Anna Mayo, Client Manager, NielsenIQ, believes the result is due as much to retailers as to consumers. âPeople have really taken the time and are being educated about it,â Mayo said. âThere has been a lot of pressure from retailers behind it, Sephora has its own program, which is probably the most famous. Ulta has done a lot of work with their Conscious Beauty program, and Target and Walmart now have badges. “
However, claims regarding durability are also taken into account – a hot issue that Mayo expects to gain only more traction. âWhere we really see things moving in the future is around sustainability. Consumers have really embraced this mindset of their products which are ‘free’, and now they are looking for recyclable packaging, waterless packaging, refillable and maybe products in glass packaging, âhe said. she adds.
Here, see a look at the growth of clean beauty, according to NielsenIQ.
- Total beauty and personal care increased 2 percent Last year.
- Paraben-free products have developed 3.6 percent, those without parabens and sulphates increased 5 percent, and those without parabens, sulfates and phthalates increased 13 percent.
- Altogether clean beauty has grown 8.1 percent.
- Among the most important attributes of the product, 40.2 percent of consumers are looking for natural ingredients.
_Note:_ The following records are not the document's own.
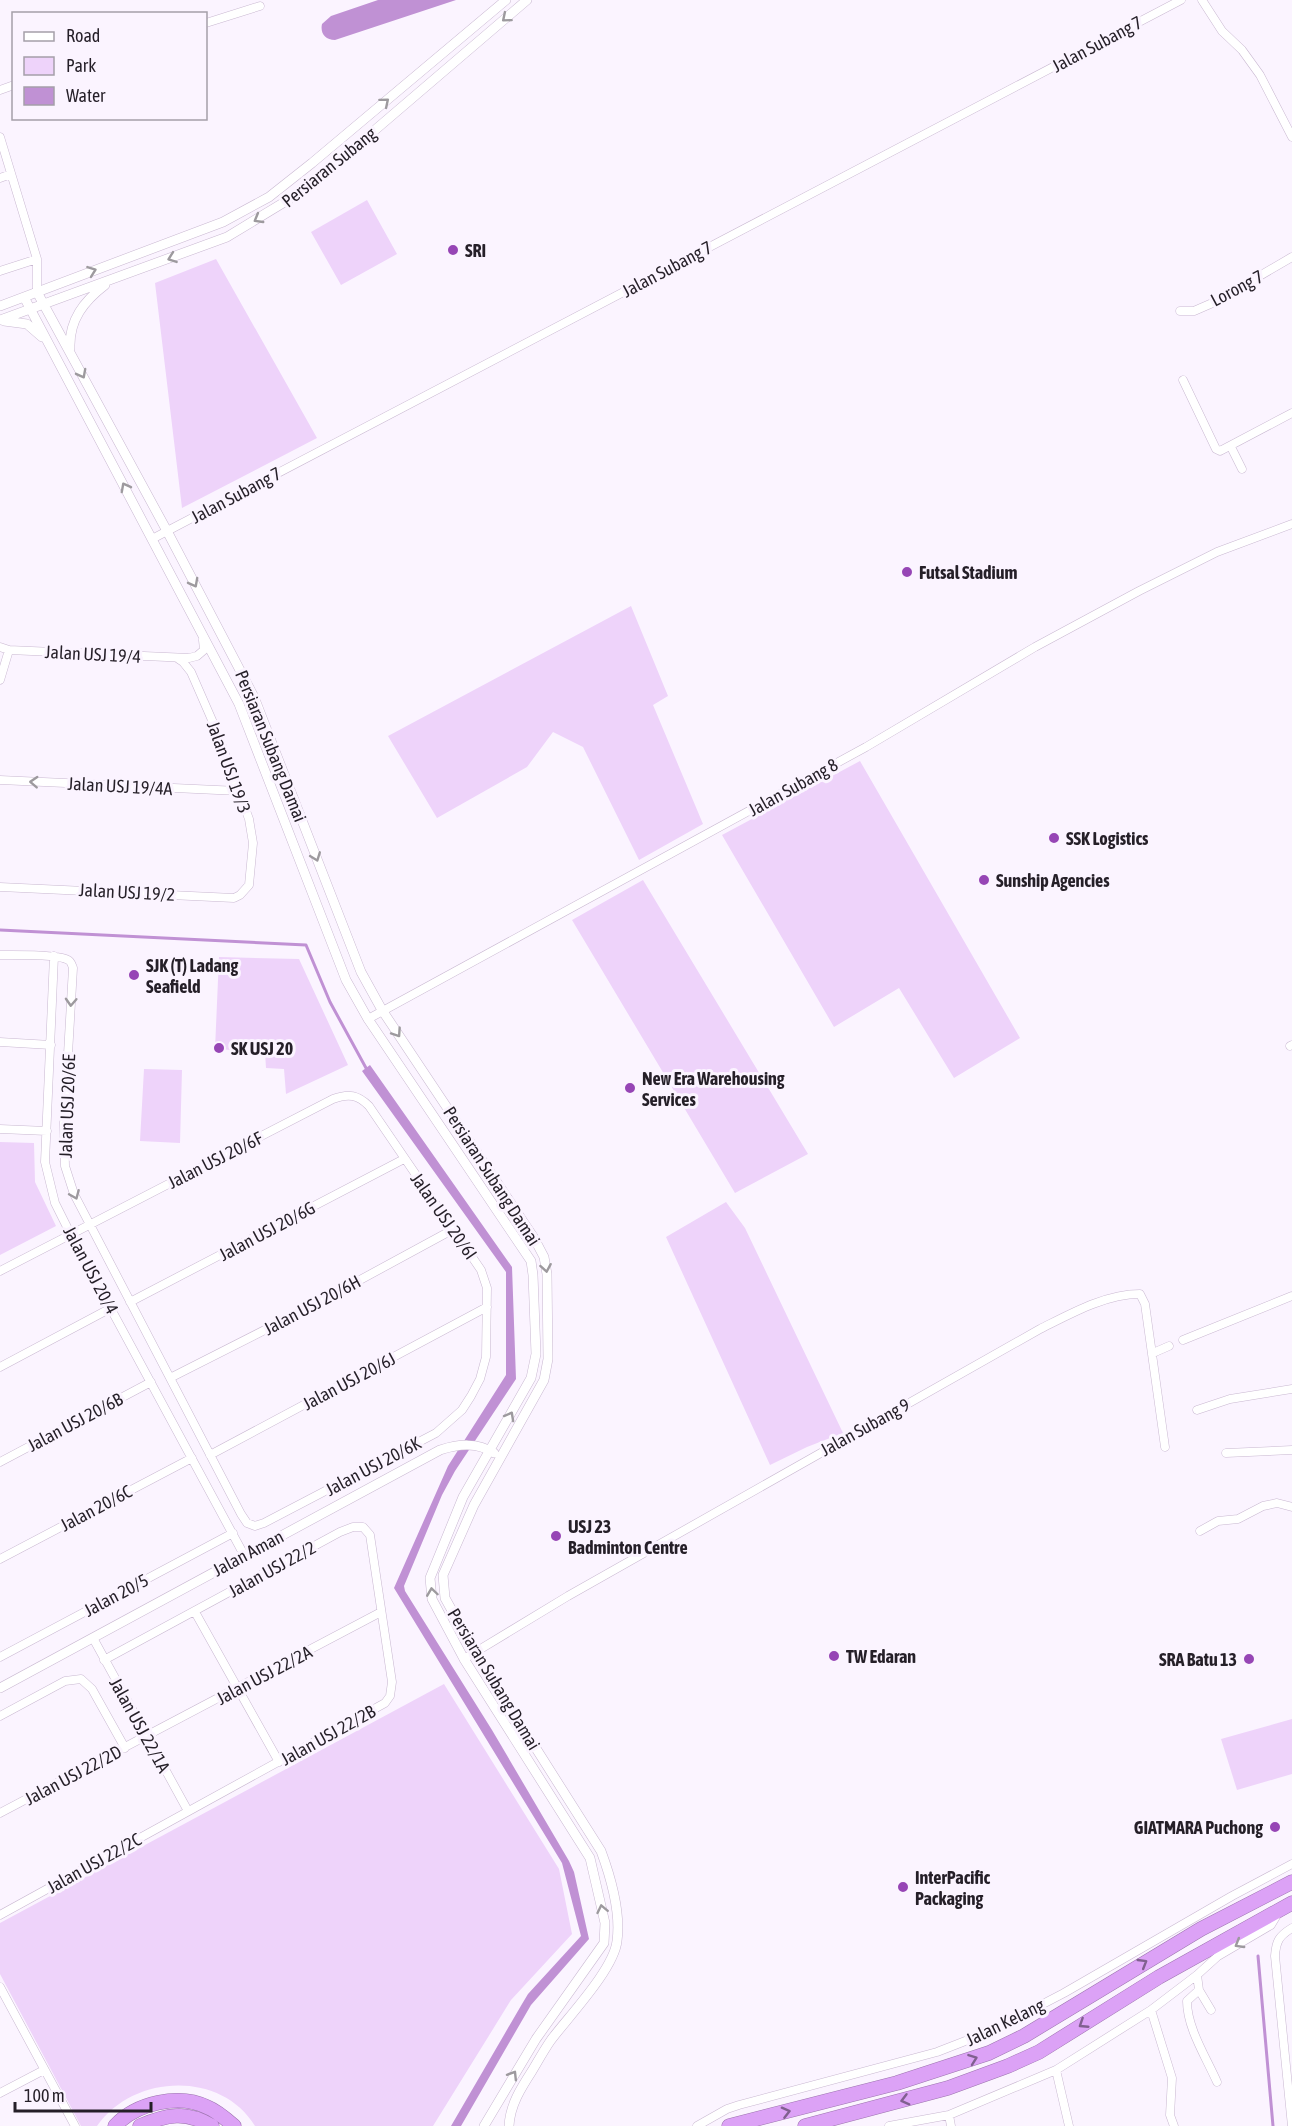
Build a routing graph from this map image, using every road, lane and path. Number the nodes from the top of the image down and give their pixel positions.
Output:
1 (506, 0) edge
2 (526, 0) edge
3 (1181, 0) edge
4 (1202, 0) edge
5 (260, 6) dead end
6 (207, 23) edge
7 (0, 137) edge
8 (1292, 137) edge
9 (312, 163) junction
10 (11, 174) junction
11 (324, 175) junction
12 (0, 178) edge
13 (1292, 257) edge
14 (37, 259) junction
15 (0, 271) edge
16 (112, 279) junction
17 (37, 292) junction
18 (24, 297) junction
19 (44, 304) junction
20 (0, 306) edge
21 (31, 309) junction
22 (1180, 311) dead end
23 (0, 321) edge
24 (51, 348) junction
25 (70, 351) junction
26 (1182, 380) dead end
27 (1292, 413) edge
28 (1231, 447) junction
29 (1242, 469) dead end
30 (1292, 524) edge
31 (167, 531) junction
32 (152, 539) junction
33 (201, 633) junction
34 (4, 649) edge
35 (177, 658) junction
36 (0, 680) edge
37 (0, 780) edge
38 (239, 791) junction
39 (249, 885) joint
40 (0, 887) edge
41 (0, 955) edge
42 (54, 956) junction
43 (382, 1010) junction
44 (368, 1019) junction
45 (0, 1042) edge
46 (51, 1045) junction
47 (341, 1096) joint
48 (0, 1129) edge
49 (47, 1131) junction
50 (404, 1159) junction
51 (90, 1226) junction
52 (453, 1230) junction
53 (71, 1235) junction
54 (0, 1270) edge
55 (1292, 1299) edge
56 (130, 1302) junction
57 (487, 1307) junction
58 (111, 1308) junction
59 (1184, 1340) dead end
60 (1169, 1346) dead end
61 (1153, 1353) junction
62 (0, 1367) edge
63 (484, 1368) joint
64 (170, 1378) junction
65 (151, 1382) junction
66 (1292, 1389) edge
67 (1197, 1410) dead end
68 (1166, 1447) dead end
69 (488, 1449) junction
70 (1292, 1450) edge
71 (1226, 1454) dead end
72 (210, 1455) junction
73 (192, 1458) junction
74 (501, 1458) junction
75 (0, 1462) edge
76 (1292, 1507) edge
77 (241, 1514) joint
78 (1200, 1531) dead end
79 (233, 1533) junction
80 (244, 1555) junction
81 (0, 1559) edge
82 (195, 1612) junction
83 (381, 1612) junction
84 (93, 1638) junction
85 (475, 1652) junction
86 (0, 1658) edge
87 (464, 1659) junction
88 (104, 1660) junction
89 (1, 1685) edge
90 (238, 1689) junction
91 (0, 1716) edge
92 (147, 1736) junction
93 (125, 1748) junction
94 (279, 1762) junction
95 (188, 1811) junction
96 (0, 1814) edge
97 (1292, 1864) edge
98 (1292, 1882) edge
99 (1292, 1903) edge
100 (1279, 1910) junction
101 (0, 1915) edge
102 (1292, 1928) edge
103 (1197, 1975) junction
104 (1, 1989) edge
105 (1199, 1990) junction
106 (1151, 2010) junction
107 (1211, 2010) dead end
108 (44, 2070) junction
109 (1056, 2070) junction
110 (1217, 2082) dead end
111 (0, 2093) edge
112 (949, 2115) junction
113 (231, 2123) edge
114 (75, 2126) edge
115 (115, 2126) edge
116 (140, 2126) edge
117 (212, 2126) edge
118 (484, 2126) edge
119 (509, 2126) edge
120 (697, 2126) edge
121 (729, 2126) edge
122 (805, 2126) edge
123 (889, 2126) edge
124 (951, 2126) edge
125 (1069, 2126) edge
126 (1174, 2126) edge
127 (1292, 2126) edge

9 -> 1 street, Persiaran Subang
2 -> 11 street, Persiaran Subang
3 - 31 street, Jalan Subang 7
4 - 8 street
5 - 6 street
7 - 10 street
9 - 11 street
17 -> 9 street, Persiaran Subang
10 - 12 street
10 - 14 street
11 -> 16 street, Persiaran Subang
13 - 22 street, Lorong 7
14 - 15 street
14 - 17 street
16 - 19 street, Persiaran Subang
16 - 25 street
17 - 18 street, Persiaran Subang
17 - 19 street, Persiaran Subang Damai
18 - 20 street, Persiaran Subang
18 - 21 street, Persiaran Subang Damai
19 - 21 street, Persiaran Subang
19 - 25 street, Persiaran Subang Damai
21 - 23 street, Persiaran Subang
21 - 24 street, Persiaran Subang Damai
23 - 24 street
32 -> 24 street, Persiaran Subang Damai
25 -> 31 street, Persiaran Subang Damai
26 - 28 street
27 - 28 street
28 - 29 street
30 - 43 street, Jalan Subang 8
31 - 32 street, Jalan Subang 7
31 -> 43 street, Persiaran Subang Damai
32 - 33 street, Persiaran Subang Damai
33 - 35 street
33 - 44 street, Persiaran Subang Damai
34 - 35 street, Jalan USJ 19/4
34 - 36 street
35 - 38 street, Jalan USJ 19/3
38 -> 37 street, Jalan USJ 19/4A
38 - 39 street, Jalan USJ 19/3
39 - 40 street, Jalan USJ 19/2
41 - 42 street
42 - 46 street, Jalan USJ 20/4
42 -> 51 street, Jalan USJ 20/6E
43 - 44 street, Jalan Subang 8
43 -> 74 street, Persiaran Subang Damai
69 -> 44 street, Persiaran Subang Damai
45 - 46 street
46 - 49 street, Jalan USJ 20/4
47 - 50 street, Jalan USJ 20/6I
47 - 51 street, Jalan USJ 20/6F
48 - 49 street
49 - 53 street, Jalan USJ 20/4
50 - 52 street, Jalan USJ 20/6I
50 - 56 street, Jalan USJ 20/6G
51 - 53 street, Jalan USJ 20/6F
51 - 56 street, Jalan USJ 20/6E
52 - 57 street, Jalan USJ 20/6I
52 - 64 street, Jalan USJ 20/6H
53 - 54 street, Jalan USJ 20/6F
53 - 58 street, Jalan USJ 20/4
55 - 59 street
56 - 64 street, Jalan USJ 20/6E
57 - 63 street, Jalan USJ 20/6I
57 - 72 street, Jalan USJ 20/6J
58 - 62 street
58 - 65 street, Jalan USJ 20/4
60 - 61 street
61 - 68 street, Jalan Subang 9
61 - 85 street, Jalan Subang 9
63 - 77 street, Jalan USJ 20/6K
64 - 72 street, Jalan USJ 20/6E
65 - 73 street, Jalan USJ 20/4
65 - 75 street, Jalan USJ 20/6B
66 - 67 street
69 - 74 street
69 - 80 street, Jalan Aman
87 -> 69 street, Persiaran Subang Damai
70 - 71 street
72 - 77 street, Jalan USJ 20/6E
73 - 79 street, Jalan USJ 20/4
73 - 81 street, Jalan 20/6C
74 - 85 street, Persiaran Subang Damai
76 - 78 street
79 - 80 street, Jalan USJ 20/4
79 - 86 street, Jalan 20/5
80 - 84 street, Jalan Aman
82 - 83 street, Jalan USJ 22/2
82 - 88 street, Jalan USJ 22/2
82 - 90 street
83 - 90 street, Jalan USJ 22/2A
83 - 94 street, Jalan USJ 22/2B
84 - 88 street, Jalan USJ 22/1A
84 - 89 street, Jalan Aman
85 - 87 street, Jalan Subang 9
85 - 119 street, Persiaran Subang Damai
118 -> 87 street, Persiaran Subang Damai
88 - 92 street, Jalan USJ 22/1A
90 - 92 street, Jalan USJ 22/2A
90 - 94 street
91 - 93 street
92 - 93 street, Jalan USJ 22/2D
92 - 95 street, Jalan USJ 22/1A
93 - 96 street, Jalan USJ 22/2D
94 - 95 street, Jalan USJ 22/2B
95 - 101 street, Jalan USJ 22/2C
97 - 120 street, Jalan Kelang
121 -> 98 highway
99 - 100 highway
100 -> 103 street
100 -> 122 highway
102 - 127 street
103 - 105 street
103 - 106 street
104 - 108 street
105 - 107 street
105 - 110 street
106 - 109 street
106 - 126 street
108 - 111 street
108 - 114 street
109 - 112 street
109 - 125 street
112 - 123 street
112 - 124 street
113 - 115 highway
116 - 117 highway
- 17.6 percent of consumers are looking for environmentally friendly products.
- 15.8 percent of consumers are looking for recyclable packaging, while 7.9 percent of consumers are looking for reusable packaging.
- Gen Z buyers are 1.3 times more likely to want to try âgreenâ products.
To learn more about WWD.com, visit:
Clean beauty first? Saie Beauty ventures into vintage clothing
EWG publishes new Clean Beauty certifications
Is clean beauty still relevant today?